TASK STATEMENT
Check every line of the records below for the string "where", then report only how many lines have it.

***** RECORDS FOR THE TASK

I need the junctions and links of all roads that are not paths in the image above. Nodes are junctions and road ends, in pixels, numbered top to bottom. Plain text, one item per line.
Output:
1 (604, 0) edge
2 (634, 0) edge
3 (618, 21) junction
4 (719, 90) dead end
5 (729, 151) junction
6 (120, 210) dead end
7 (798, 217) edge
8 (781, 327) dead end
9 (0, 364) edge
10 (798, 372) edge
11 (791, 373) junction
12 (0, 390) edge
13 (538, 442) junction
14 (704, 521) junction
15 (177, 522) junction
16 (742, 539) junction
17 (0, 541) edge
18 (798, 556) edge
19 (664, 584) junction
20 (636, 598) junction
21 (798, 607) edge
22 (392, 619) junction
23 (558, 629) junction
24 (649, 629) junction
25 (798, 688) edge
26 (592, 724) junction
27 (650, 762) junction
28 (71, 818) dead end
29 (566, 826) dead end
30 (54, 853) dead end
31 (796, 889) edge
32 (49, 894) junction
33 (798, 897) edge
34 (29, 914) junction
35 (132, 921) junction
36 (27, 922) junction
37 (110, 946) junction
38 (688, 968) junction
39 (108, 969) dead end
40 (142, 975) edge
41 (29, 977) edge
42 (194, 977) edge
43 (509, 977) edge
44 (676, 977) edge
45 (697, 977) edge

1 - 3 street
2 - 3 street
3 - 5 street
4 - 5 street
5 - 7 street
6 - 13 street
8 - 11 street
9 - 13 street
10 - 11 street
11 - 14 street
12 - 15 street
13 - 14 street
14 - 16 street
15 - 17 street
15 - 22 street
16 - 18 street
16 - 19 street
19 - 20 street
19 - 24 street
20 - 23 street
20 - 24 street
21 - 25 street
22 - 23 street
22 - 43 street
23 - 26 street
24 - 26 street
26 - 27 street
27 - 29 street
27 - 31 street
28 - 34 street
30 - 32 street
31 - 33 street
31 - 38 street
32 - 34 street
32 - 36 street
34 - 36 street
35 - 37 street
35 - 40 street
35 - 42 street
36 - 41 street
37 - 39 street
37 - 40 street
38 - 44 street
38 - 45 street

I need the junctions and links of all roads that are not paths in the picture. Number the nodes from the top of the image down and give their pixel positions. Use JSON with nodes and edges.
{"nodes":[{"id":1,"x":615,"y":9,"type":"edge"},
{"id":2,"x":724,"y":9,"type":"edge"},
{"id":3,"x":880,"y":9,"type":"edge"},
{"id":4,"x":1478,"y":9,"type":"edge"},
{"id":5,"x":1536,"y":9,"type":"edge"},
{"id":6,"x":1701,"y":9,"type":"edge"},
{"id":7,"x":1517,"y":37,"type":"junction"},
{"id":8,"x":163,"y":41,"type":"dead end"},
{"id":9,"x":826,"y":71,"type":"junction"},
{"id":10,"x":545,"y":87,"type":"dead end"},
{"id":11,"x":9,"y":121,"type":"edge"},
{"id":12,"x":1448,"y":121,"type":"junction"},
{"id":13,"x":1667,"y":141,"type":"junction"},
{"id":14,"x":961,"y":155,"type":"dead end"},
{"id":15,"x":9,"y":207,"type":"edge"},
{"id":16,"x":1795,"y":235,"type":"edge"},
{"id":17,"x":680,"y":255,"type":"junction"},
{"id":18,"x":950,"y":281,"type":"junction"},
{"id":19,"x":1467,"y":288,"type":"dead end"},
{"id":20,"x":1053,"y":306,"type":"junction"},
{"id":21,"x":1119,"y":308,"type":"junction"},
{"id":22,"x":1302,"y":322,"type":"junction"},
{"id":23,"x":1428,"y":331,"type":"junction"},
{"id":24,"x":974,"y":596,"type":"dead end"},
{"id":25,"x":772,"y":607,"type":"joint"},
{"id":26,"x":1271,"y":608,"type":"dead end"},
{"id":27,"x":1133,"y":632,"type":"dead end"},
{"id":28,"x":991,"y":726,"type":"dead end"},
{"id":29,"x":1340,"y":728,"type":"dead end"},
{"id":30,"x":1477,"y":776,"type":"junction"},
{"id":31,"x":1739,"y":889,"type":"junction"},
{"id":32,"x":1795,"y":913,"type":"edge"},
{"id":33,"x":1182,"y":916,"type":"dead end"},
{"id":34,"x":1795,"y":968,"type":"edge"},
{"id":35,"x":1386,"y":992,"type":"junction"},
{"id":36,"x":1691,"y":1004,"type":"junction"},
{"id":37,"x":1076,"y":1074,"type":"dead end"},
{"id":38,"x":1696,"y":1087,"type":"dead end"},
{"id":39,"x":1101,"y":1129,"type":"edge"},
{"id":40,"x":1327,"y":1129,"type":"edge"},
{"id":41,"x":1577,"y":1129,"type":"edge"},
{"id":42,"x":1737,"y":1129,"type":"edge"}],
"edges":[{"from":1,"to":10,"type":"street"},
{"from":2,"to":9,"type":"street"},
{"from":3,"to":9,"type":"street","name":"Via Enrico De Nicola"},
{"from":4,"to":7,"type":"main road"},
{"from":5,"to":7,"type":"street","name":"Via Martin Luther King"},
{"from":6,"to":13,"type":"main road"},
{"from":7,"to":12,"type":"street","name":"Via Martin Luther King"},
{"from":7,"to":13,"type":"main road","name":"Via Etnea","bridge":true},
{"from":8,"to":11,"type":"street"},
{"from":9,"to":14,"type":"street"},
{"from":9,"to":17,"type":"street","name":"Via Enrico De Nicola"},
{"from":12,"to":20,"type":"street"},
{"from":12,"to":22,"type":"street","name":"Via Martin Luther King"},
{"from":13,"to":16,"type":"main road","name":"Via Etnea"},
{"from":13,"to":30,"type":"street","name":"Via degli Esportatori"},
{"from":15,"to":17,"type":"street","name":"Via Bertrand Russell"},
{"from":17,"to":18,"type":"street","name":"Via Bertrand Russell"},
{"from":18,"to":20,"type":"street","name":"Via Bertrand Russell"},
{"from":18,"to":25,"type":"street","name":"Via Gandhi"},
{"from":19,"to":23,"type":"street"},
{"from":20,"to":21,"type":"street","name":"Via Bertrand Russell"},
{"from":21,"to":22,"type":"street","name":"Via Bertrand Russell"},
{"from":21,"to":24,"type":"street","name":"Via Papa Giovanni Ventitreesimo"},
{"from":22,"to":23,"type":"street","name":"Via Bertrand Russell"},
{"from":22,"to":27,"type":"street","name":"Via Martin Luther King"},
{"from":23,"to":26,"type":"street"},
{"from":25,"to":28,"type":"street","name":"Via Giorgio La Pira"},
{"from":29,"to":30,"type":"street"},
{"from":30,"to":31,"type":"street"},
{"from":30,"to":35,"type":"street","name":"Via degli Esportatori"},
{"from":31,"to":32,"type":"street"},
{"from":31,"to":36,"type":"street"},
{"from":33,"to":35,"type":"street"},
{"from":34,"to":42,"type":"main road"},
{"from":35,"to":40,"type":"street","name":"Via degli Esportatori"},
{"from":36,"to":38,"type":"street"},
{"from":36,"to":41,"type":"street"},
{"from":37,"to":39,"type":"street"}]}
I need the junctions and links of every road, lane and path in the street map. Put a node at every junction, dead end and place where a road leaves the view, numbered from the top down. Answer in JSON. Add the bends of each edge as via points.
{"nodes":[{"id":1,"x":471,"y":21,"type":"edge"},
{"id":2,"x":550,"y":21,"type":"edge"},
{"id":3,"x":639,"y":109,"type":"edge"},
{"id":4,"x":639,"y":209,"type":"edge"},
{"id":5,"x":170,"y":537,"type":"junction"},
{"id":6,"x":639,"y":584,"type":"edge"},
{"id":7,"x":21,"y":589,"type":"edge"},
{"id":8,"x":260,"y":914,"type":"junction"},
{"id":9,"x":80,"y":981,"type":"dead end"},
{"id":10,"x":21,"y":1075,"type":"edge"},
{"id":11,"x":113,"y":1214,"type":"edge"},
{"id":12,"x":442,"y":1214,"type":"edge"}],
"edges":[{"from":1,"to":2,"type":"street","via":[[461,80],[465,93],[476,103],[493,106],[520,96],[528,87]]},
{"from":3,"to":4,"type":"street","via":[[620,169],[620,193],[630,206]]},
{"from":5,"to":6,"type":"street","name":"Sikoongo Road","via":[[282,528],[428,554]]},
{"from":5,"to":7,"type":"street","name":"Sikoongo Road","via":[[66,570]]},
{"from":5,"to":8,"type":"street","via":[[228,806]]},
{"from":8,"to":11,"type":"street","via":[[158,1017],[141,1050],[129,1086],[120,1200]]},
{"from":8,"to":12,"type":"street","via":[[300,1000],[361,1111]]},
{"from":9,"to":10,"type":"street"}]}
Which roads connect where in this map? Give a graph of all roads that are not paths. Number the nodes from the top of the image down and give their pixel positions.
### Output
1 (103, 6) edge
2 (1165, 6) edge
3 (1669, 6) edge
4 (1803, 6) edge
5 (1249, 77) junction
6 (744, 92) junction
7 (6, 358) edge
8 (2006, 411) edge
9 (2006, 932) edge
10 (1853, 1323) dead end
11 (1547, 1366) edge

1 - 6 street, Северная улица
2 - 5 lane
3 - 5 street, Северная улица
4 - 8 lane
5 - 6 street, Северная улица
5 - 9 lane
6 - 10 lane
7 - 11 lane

**********

COMPLETED EXERCISE
2